• Exercise requirements:
Your response should give back each record exactly, word for word.

• Data to process:
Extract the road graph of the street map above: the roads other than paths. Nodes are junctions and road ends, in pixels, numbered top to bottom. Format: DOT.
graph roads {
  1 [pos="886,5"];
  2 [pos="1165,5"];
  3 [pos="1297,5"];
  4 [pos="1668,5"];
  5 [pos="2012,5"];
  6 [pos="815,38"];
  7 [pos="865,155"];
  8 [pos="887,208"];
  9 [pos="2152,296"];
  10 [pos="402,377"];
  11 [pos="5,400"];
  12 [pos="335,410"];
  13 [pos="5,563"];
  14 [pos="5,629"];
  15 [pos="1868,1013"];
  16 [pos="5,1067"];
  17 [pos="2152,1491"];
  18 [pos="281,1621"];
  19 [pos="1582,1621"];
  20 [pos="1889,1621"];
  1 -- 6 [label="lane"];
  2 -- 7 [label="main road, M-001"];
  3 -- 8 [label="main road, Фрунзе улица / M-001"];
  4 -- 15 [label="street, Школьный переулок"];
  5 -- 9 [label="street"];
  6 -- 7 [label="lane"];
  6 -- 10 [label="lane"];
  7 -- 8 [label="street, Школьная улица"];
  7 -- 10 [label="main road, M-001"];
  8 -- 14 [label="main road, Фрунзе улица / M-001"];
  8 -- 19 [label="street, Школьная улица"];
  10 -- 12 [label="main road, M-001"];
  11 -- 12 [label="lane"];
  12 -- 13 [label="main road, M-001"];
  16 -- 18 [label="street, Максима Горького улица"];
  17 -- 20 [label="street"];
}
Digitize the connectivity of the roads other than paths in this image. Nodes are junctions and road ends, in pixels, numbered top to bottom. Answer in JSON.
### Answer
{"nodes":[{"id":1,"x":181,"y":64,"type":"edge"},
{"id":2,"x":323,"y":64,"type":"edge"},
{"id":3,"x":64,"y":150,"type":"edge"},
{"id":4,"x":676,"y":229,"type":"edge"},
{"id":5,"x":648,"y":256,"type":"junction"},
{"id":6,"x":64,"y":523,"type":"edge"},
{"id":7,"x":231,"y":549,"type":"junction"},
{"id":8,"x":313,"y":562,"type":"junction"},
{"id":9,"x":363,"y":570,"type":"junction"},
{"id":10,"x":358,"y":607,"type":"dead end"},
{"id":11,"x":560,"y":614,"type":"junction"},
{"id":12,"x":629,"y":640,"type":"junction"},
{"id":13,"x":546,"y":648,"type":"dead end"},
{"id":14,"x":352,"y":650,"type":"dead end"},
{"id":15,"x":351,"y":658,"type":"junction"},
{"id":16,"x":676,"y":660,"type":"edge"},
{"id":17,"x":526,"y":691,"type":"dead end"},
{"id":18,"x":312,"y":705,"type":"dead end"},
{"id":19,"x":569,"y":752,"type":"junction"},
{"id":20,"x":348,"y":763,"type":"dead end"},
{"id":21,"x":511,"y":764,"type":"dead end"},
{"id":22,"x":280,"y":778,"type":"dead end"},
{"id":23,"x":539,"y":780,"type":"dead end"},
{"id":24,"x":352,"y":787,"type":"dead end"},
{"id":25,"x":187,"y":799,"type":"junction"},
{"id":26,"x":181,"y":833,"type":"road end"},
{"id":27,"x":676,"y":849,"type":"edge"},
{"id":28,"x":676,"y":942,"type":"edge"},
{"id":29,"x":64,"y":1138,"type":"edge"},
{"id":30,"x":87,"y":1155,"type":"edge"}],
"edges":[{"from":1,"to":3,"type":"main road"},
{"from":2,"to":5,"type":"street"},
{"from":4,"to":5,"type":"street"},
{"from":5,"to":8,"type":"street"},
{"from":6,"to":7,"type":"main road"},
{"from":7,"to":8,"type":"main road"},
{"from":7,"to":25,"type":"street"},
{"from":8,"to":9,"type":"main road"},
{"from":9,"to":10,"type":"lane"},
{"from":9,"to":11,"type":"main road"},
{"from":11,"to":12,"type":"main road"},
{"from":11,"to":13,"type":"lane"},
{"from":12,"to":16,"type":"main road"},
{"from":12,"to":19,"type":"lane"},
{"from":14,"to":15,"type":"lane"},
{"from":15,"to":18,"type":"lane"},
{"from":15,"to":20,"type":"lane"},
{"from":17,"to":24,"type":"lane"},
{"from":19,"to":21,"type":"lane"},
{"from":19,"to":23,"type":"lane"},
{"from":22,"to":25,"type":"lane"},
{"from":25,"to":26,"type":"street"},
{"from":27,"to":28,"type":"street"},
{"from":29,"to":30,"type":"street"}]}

• Reply to the exercise:
Extract the road graph of the street map above: the roads other than paths. Nodes are junctions and road ends, in pixels, numbered top to bottom. Format: DOT.
graph roads {
  1 [pos="886,5"];
  2 [pos="1165,5"];
  3 [pos="1297,5"];
  4 [pos="1668,5"];
  5 [pos="2012,5"];
  6 [pos="815,38"];
  7 [pos="865,155"];
  8 [pos="887,208"];
  9 [pos="2152,296"];
  10 [pos="402,377"];
  11 [pos="5,400"];
  12 [pos="335,410"];
  13 [pos="5,563"];
  14 [pos="5,629"];
  15 [pos="1868,1013"];
  16 [pos="5,1067"];
  17 [pos="2152,1491"];
  18 [pos="281,1621"];
  19 [pos="1582,1621"];
  20 [pos="1889,1621"];
  1 -- 6 [label="lane"];
  2 -- 7 [label="main road, M-001"];
  3 -- 8 [label="main road, Фрунзе улица / M-001"];
  4 -- 15 [label="street, Школьный переулок"];
  5 -- 9 [label="street"];
  6 -- 7 [label="lane"];
  6 -- 10 [label="lane"];
  7 -- 8 [label="street, Школьная улица"];
  7 -- 10 [label="main road, M-001"];
  8 -- 14 [label="main road, Фрунзе улица / M-001"];
  8 -- 19 [label="street, Школьная улица"];
  10 -- 12 [label="main road, M-001"];
  11 -- 12 [label="lane"];
  12 -- 13 [label="main road, M-001"];
  16 -- 18 [label="street, Максима Горького улица"];
  17 -- 20 [label="street"];
}
Digitize the connectivity of the roads other than paths in this image. Nodes are junctions and road ends, in pixels, numbered top to bottom. Answer in JSON.
### Answer
{"nodes":[{"id":1,"x":181,"y":64,"type":"edge"},
{"id":2,"x":323,"y":64,"type":"edge"},
{"id":3,"x":64,"y":150,"type":"edge"},
{"id":4,"x":676,"y":229,"type":"edge"},
{"id":5,"x":648,"y":256,"type":"junction"},
{"id":6,"x":64,"y":523,"type":"edge"},
{"id":7,"x":231,"y":549,"type":"junction"},
{"id":8,"x":313,"y":562,"type":"junction"},
{"id":9,"x":363,"y":570,"type":"junction"},
{"id":10,"x":358,"y":607,"type":"dead end"},
{"id":11,"x":560,"y":614,"type":"junction"},
{"id":12,"x":629,"y":640,"type":"junction"},
{"id":13,"x":546,"y":648,"type":"dead end"},
{"id":14,"x":352,"y":650,"type":"dead end"},
{"id":15,"x":351,"y":658,"type":"junction"},
{"id":16,"x":676,"y":660,"type":"edge"},
{"id":17,"x":526,"y":691,"type":"dead end"},
{"id":18,"x":312,"y":705,"type":"dead end"},
{"id":19,"x":569,"y":752,"type":"junction"},
{"id":20,"x":348,"y":763,"type":"dead end"},
{"id":21,"x":511,"y":764,"type":"dead end"},
{"id":22,"x":280,"y":778,"type":"dead end"},
{"id":23,"x":539,"y":780,"type":"dead end"},
{"id":24,"x":352,"y":787,"type":"dead end"},
{"id":25,"x":187,"y":799,"type":"junction"},
{"id":26,"x":181,"y":833,"type":"road end"},
{"id":27,"x":676,"y":849,"type":"edge"},
{"id":28,"x":676,"y":942,"type":"edge"},
{"id":29,"x":64,"y":1138,"type":"edge"},
{"id":30,"x":87,"y":1155,"type":"edge"}],
"edges":[{"from":1,"to":3,"type":"main road"},
{"from":2,"to":5,"type":"street"},
{"from":4,"to":5,"type":"street"},
{"from":5,"to":8,"type":"street"},
{"from":6,"to":7,"type":"main road"},
{"from":7,"to":8,"type":"main road"},
{"from":7,"to":25,"type":"street"},
{"from":8,"to":9,"type":"main road"},
{"from":9,"to":10,"type":"lane"},
{"from":9,"to":11,"type":"main road"},
{"from":11,"to":12,"type":"main road"},
{"from":11,"to":13,"type":"lane"},
{"from":12,"to":16,"type":"main road"},
{"from":12,"to":19,"type":"lane"},
{"from":14,"to":15,"type":"lane"},
{"from":15,"to":18,"type":"lane"},
{"from":15,"to":20,"type":"lane"},
{"from":17,"to":24,"type":"lane"},
{"from":19,"to":21,"type":"lane"},
{"from":19,"to":23,"type":"lane"},
{"from":22,"to":25,"type":"lane"},
{"from":25,"to":26,"type":"street"},
{"from":27,"to":28,"type":"street"},
{"from":29,"to":30,"type":"street"}]}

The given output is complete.